Some Republicans have suggested that Mr. Rove testify privately, if only to tamp down the political uproar over the inquiry, which centers on whether the White House allowed politics to interfere with law enforcement.
But Senator Patrick J. Leahy, Democrat of Vermont and chairman of the Senate Judiciary Committee, seemed to rule out such a move on Sunday. He said his committee would vote Thursday on whether to issue subpoenas for Mr. Rove as well as Harriet E. Miers, the former White House counsel, and William K. Kelley, the deputy White House counsel.
“I do not believe in this ‘We’ll have a private briefing for you where we’ll tell you everything,’ and they don’t,” Mr. Leahy said on “This Week” on ABC, adding: “I want testimony under oath. I am sick and tired of getting half-truths on this.”

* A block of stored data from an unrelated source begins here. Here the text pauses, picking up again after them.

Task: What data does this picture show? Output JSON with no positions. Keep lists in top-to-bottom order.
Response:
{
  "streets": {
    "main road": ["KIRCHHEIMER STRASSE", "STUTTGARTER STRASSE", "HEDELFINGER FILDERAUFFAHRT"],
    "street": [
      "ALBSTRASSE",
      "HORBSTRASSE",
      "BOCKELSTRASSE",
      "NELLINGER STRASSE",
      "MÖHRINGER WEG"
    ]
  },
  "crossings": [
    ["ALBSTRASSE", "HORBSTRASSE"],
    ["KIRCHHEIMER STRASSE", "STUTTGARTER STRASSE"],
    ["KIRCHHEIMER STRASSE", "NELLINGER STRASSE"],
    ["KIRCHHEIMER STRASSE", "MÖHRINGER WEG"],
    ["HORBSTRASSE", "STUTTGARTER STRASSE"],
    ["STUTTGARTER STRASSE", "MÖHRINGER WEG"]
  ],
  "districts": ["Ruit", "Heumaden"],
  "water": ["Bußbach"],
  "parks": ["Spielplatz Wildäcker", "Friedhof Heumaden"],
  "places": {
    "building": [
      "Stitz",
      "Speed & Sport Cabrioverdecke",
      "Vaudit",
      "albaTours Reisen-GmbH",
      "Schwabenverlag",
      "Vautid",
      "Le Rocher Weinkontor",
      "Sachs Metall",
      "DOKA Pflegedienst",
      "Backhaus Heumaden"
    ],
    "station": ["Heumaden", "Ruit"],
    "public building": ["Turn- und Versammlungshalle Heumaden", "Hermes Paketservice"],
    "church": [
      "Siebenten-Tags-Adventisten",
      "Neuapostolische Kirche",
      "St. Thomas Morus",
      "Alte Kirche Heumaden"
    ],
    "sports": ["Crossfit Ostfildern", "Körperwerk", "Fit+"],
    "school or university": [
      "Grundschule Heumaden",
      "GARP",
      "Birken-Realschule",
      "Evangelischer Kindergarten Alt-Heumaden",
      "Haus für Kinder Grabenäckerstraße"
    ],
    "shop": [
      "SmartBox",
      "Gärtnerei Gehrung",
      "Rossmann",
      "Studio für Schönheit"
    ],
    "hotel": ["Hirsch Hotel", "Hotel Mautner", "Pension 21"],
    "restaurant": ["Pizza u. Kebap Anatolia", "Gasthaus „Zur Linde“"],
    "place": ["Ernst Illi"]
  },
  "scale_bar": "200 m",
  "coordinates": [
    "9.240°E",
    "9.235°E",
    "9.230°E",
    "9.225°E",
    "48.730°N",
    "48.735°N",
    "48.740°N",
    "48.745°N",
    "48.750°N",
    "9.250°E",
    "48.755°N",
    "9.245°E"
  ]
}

White House counselor Dan Bartlett has said it is “highly unlikely” that the president would waive executive privilege to allow his top aides to testify publicly. One Republican strategist close to the White House, speaking on the condition of anonymity so as not to appear to be representing the administration, said: “No president is going to let their senior staff assistant to the president go testify. Forget that. They might agree to do an informal interview, but they’ll never testify.”

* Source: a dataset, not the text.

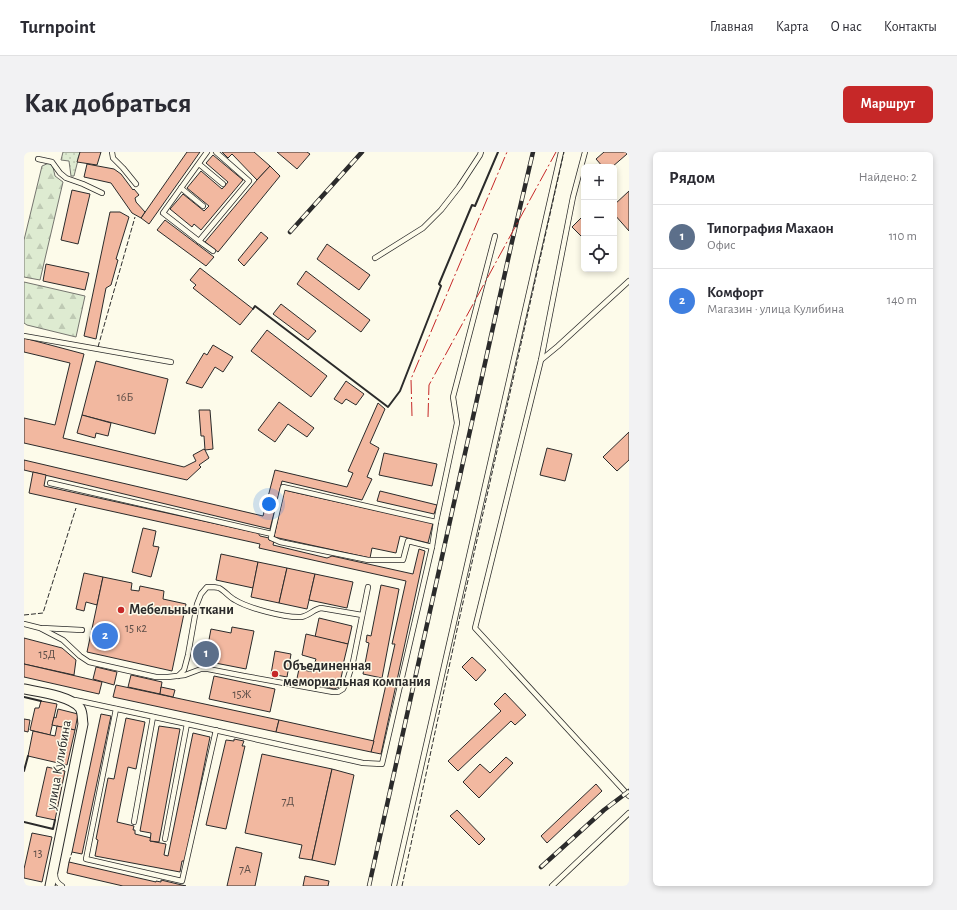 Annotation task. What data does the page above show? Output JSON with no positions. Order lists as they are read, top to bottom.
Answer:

In response, congressional Dems have noted a report from the nonpartisan Congressional Research Service, which notes that presidential advisers, including 47 from the Clinton administration alone, have frequently testified before Congressional committees, both while serving the president and after they had left the White House.
The difference is, of course, that those other officials may not have quite as much to hide as Bush’s top aides.
In other purge-related news:
* Former U.S. attorney David Iglesias beat back several misleading claims by Bush administration officials during an interview on Fox News yesterday, and reasserted that his firing was a “political hit.”
* On a related note, the Justice Department has said Iglesias needed to be fired because he was lax in prosecuting voter fraud cases. It’s interesting, therefore, to remember that Iglesias was heralded for his expertise in voter fraud cases by the Justice Department, which twice selected him to train other federal prosecutors to pursue election crimes.
* Former U.S. Attorneys are speaking out about the scandal. “People who understand the history and the mission of the United States attorney and Justice Department — they are uniformly appalled, horrified,” said Atlee W. Wampler III, chairman of a national organization of former United States attorneys and a prosecutor who served in the Carter and Reagan administrations. “That the tradition of the Justice Department could have been so warped by that kind of action — any American should be disturbed.”
* A new poll from Newsweek found that 58% of Americans (and 45% of Republicans) believe the purge was driven by political concerns, not job performance. Fewer than one third (32 percent) of those surveyed want Alberto Gonzales to remain in his job.
* An inauspicious sign for Gonzales’ future: the WaPo ran an editorial today describing the qualities Bush should look for in the next Attorney General.
* The AP has a schedule of purge-related events to look for this week, including the DoJ’s plan to turn over more documents to Congress about the role agency officials played in planning the prosecutors’ dismissals.